I haven't even checked the numerous others I have found because they
look even worse. So I know how futile the resistance is. ;)

BUT: I am looking for something that would NOT (only) do the basic
comments stripping / names renaming, but also changed the (apparent,
of course) flow of the program. Sth. that would convert:
-----
sqrt=function(x) {
return(x*x);
}
-----
to sth. like this:
-----
b=function(v) {
return(a(-v));
}
a=function(x) {
if (x<4)
{
a=x+3;
b=x-7;
c=(x%a)+4;
return((b-c)*(b-c))
}
else
return(b(v));
}
-----
(no, I haven't written any unit tests or indeed run it, so it might
not be correct - but you get the idea)

I don't care much about the size of the JS file or about the execution
time (though it must be O(n), of course). To unscramble such code you
would in general need an execution optimizer, which is far from
trivial. Or you could spend a LOT of time on that 30k (original size)
js file to decode it. :)

Are there any tools out there that are capable of doing this? Writing
such code by hand is... well, difficult. ;) But writing such tools
should be doable. Anyone found something like this yet?

Please: refrain from "don't do it" posts. I just want to know what can
be done.

Thanks!
 
D

Doug Miller

Hi!

I hope I can get close to Sun and avoid the flames... ;)

First of all, I have read and fully understand numerous postings on
obfuscation. [snip]

Please: refrain from "don't do it" posts. I just want to know what can
be done.

While you may have *read* "numerous postings on obfuscation" it is clear that
you do not *understand* them. The *only* way to effectively conceal the
workings of your scripts from prying eyes is to put them on your server.
*Anything* that's delivered client-side can be read by anyone. Since it must
be de-obfuscated by the client, it can be de-obfuscated by anyone with access
to the client (i.e. anyone who clicks on View | Source and takes the time to
read the code).
 
L

Lasse Reichstein Nielsen

Hi!

I hope I can get close to Sun and avoid the flames... ;)
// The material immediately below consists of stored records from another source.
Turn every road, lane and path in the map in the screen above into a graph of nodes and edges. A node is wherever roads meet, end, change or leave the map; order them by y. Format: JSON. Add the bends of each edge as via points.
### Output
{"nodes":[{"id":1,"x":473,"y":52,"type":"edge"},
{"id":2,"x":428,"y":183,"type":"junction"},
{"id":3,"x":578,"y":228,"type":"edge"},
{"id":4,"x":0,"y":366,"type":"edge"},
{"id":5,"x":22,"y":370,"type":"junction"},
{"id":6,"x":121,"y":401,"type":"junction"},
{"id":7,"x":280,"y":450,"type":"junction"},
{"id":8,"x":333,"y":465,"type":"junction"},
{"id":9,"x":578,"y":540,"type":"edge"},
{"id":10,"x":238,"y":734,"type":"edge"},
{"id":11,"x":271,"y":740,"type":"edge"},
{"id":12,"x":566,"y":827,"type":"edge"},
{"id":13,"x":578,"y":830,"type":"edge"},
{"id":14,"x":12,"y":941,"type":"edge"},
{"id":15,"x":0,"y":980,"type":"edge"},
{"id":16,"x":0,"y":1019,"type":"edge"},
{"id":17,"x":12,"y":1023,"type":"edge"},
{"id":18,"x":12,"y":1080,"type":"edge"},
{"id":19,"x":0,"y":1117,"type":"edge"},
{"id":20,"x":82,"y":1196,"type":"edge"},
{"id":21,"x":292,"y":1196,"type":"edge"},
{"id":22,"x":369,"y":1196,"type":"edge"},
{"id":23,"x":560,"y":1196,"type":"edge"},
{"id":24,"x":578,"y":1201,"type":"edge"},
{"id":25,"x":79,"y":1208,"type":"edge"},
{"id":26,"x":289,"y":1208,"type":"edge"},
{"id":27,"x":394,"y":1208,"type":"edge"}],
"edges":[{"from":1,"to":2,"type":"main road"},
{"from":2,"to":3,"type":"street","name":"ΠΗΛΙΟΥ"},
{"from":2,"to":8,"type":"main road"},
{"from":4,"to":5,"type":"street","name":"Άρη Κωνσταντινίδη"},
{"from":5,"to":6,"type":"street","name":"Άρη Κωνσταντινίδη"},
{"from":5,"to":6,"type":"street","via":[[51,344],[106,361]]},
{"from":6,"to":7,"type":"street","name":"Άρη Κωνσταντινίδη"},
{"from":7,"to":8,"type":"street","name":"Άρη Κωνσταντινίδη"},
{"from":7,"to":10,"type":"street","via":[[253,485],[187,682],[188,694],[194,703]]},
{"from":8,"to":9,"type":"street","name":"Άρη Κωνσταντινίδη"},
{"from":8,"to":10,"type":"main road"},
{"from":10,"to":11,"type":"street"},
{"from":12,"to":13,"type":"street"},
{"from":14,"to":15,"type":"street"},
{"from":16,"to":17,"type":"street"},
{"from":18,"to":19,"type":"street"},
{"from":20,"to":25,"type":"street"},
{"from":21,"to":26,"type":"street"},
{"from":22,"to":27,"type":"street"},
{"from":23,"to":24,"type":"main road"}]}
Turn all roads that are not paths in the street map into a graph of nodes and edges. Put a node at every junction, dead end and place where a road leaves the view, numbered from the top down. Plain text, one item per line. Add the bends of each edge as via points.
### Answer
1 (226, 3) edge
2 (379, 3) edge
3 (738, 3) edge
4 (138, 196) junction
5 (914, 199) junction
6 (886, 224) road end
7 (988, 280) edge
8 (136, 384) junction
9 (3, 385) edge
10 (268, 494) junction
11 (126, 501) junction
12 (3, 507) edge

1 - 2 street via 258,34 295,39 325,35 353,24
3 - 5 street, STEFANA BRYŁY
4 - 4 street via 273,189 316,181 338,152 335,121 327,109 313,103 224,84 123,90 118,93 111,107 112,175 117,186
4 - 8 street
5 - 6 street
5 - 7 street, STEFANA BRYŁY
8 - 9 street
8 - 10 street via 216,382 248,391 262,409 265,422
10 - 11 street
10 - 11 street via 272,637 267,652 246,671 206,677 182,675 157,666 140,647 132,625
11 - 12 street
First of all, I have read and fully understand numerous postings on
obfuscation. [snip]

Please: refrain from "don't do it" posts. I just want to know what can
be done.

While you may have *read* "numerous postings on obfuscation" it is clear that
you do not *understand* them. The *only* way to effectively conceal the
workings of your scripts from prying eyes is to put them on your server.
*Anything* that's delivered client-side can be read by anyone. Since it must
be de-obfuscated by the client, it can be de-obfuscated by anyone with access
to the client (i.e. anyone who clicks on View | Source and takes the time to
read the code).

I take it you didn't read the message you are replying to.
The idea was to complexify the algorithm by introducing extra operations that
cancel out in the end. The code is never de-obfuscated. It is executed directly
in the obfuscated state.
The code will obviously be less efficient (it does more work to get the
same result), but it's also harder to read an reason about. Not impossible,
only harder.

I don't think anything like that has been made already.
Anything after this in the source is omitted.